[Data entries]
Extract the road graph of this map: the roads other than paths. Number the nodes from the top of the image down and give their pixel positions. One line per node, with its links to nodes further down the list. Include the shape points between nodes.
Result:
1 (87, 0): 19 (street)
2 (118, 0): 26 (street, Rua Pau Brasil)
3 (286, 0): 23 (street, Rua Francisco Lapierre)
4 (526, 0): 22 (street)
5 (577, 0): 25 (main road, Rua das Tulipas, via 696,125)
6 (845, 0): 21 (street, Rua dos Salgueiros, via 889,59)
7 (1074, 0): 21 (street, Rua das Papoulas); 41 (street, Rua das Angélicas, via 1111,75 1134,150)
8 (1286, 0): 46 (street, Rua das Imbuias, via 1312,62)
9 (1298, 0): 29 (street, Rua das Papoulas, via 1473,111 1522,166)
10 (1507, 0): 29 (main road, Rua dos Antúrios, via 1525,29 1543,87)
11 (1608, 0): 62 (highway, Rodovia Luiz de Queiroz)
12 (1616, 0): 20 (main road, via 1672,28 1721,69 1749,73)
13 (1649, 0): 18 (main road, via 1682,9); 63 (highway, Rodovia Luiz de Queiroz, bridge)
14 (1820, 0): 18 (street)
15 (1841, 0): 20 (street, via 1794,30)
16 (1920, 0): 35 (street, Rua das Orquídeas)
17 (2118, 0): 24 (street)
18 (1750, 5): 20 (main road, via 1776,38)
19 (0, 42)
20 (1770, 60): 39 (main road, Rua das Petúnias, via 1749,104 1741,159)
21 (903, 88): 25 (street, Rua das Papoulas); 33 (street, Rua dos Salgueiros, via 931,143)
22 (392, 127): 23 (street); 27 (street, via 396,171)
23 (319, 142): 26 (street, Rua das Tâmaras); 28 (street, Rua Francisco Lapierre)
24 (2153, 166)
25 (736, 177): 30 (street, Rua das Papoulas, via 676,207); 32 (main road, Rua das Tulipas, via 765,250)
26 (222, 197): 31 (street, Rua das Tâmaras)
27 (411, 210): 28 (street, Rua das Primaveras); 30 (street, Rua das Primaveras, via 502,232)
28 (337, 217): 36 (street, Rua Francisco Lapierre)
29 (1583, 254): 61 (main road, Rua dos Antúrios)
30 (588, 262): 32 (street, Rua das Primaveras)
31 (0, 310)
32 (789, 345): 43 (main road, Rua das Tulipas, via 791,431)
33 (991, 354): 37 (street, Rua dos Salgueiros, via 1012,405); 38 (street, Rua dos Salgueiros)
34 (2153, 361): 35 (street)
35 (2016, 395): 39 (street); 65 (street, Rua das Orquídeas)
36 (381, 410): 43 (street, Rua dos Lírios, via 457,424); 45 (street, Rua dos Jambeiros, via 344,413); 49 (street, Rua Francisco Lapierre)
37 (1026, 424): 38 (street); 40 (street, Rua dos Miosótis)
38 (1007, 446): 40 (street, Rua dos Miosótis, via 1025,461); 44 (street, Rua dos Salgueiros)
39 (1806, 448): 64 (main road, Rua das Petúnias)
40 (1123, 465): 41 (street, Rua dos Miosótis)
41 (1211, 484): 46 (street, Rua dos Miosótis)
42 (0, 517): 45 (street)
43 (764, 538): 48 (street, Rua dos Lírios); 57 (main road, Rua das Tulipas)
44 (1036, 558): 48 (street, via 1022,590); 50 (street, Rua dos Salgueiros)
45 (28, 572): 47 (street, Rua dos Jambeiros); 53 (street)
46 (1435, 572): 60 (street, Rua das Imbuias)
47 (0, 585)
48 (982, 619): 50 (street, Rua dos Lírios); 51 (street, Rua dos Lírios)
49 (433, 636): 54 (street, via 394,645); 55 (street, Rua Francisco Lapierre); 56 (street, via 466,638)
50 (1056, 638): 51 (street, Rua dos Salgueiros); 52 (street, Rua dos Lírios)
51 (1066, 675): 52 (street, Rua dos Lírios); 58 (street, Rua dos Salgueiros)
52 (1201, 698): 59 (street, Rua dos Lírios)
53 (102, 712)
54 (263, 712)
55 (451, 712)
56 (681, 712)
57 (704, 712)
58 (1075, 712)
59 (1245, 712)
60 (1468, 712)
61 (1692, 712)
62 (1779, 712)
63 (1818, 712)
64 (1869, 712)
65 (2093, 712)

ACTIVITY = Write out all of the records exactly as they stand above.

RESULT OF THE TASK =
Extract the road graph of this map: the roads other than paths. Number the nodes from the top of the image down and give their pixel positions. One line per node, with its links to nodes further down the list. Include the shape points between nodes.
Result:
1 (87, 0): 19 (street)
2 (118, 0): 26 (street, Rua Pau Brasil)
3 (286, 0): 23 (street, Rua Francisco Lapierre)
4 (526, 0): 22 (street)
5 (577, 0): 25 (main road, Rua das Tulipas, via 696,125)
6 (845, 0): 21 (street, Rua dos Salgueiros, via 889,59)
7 (1074, 0): 21 (street, Rua das Papoulas); 41 (street, Rua das Angélicas, via 1111,75 1134,150)
8 (1286, 0): 46 (street, Rua das Imbuias, via 1312,62)
9 (1298, 0): 29 (street, Rua das Papoulas, via 1473,111 1522,166)
10 (1507, 0): 29 (main road, Rua dos Antúrios, via 1525,29 1543,87)
11 (1608, 0): 62 (highway, Rodovia Luiz de Queiroz)
12 (1616, 0): 20 (main road, via 1672,28 1721,69 1749,73)
13 (1649, 0): 18 (main road, via 1682,9); 63 (highway, Rodovia Luiz de Queiroz, bridge)
14 (1820, 0): 18 (street)
15 (1841, 0): 20 (street, via 1794,30)
16 (1920, 0): 35 (street, Rua das Orquídeas)
17 (2118, 0): 24 (street)
18 (1750, 5): 20 (main road, via 1776,38)
19 (0, 42)
20 (1770, 60): 39 (main road, Rua das Petúnias, via 1749,104 1741,159)
21 (903, 88): 25 (street, Rua das Papoulas); 33 (street, Rua dos Salgueiros, via 931,143)
22 (392, 127): 23 (street); 27 (street, via 396,171)
23 (319, 142): 26 (street, Rua das Tâmaras); 28 (street, Rua Francisco Lapierre)
24 (2153, 166)
25 (736, 177): 30 (street, Rua das Papoulas, via 676,207); 32 (main road, Rua das Tulipas, via 765,250)
26 (222, 197): 31 (street, Rua das Tâmaras)
27 (411, 210): 28 (street, Rua das Primaveras); 30 (street, Rua das Primaveras, via 502,232)
28 (337, 217): 36 (street, Rua Francisco Lapierre)
29 (1583, 254): 61 (main road, Rua dos Antúrios)
30 (588, 262): 32 (street, Rua das Primaveras)
31 (0, 310)
32 (789, 345): 43 (main road, Rua das Tulipas, via 791,431)
33 (991, 354): 37 (street, Rua dos Salgueiros, via 1012,405); 38 (street, Rua dos Salgueiros)
34 (2153, 361): 35 (street)
35 (2016, 395): 39 (street); 65 (street, Rua das Orquídeas)
36 (381, 410): 43 (street, Rua dos Lírios, via 457,424); 45 (street, Rua dos Jambeiros, via 344,413); 49 (street, Rua Francisco Lapierre)
37 (1026, 424): 38 (street); 40 (street, Rua dos Miosótis)
38 (1007, 446): 40 (street, Rua dos Miosótis, via 1025,461); 44 (street, Rua dos Salgueiros)
39 (1806, 448): 64 (main road, Rua das Petúnias)
40 (1123, 465): 41 (street, Rua dos Miosótis)
41 (1211, 484): 46 (street, Rua dos Miosótis)
42 (0, 517): 45 (street)
43 (764, 538): 48 (street, Rua dos Lírios); 57 (main road, Rua das Tulipas)
44 (1036, 558): 48 (street, via 1022,590); 50 (street, Rua dos Salgueiros)
45 (28, 572): 47 (street, Rua dos Jambeiros); 53 (street)
46 (1435, 572): 60 (street, Rua das Imbuias)
47 (0, 585)
48 (982, 619): 50 (street, Rua dos Lírios); 51 (street, Rua dos Lírios)
49 (433, 636): 54 (street, via 394,645); 55 (street, Rua Francisco Lapierre); 56 (street, via 466,638)
50 (1056, 638): 51 (street, Rua dos Salgueiros); 52 (street, Rua dos Lírios)
51 (1066, 675): 52 (street, Rua dos Lírios); 58 (street, Rua dos Salgueiros)
52 (1201, 698): 59 (street, Rua dos Lírios)
53 (102, 712)
54 (263, 712)
55 (451, 712)
56 (681, 712)
57 (704, 712)
58 (1075, 712)
59 (1245, 712)
60 (1468, 712)
61 (1692, 712)
62 (1779, 712)
63 (1818, 712)
64 (1869, 712)
65 (2093, 712)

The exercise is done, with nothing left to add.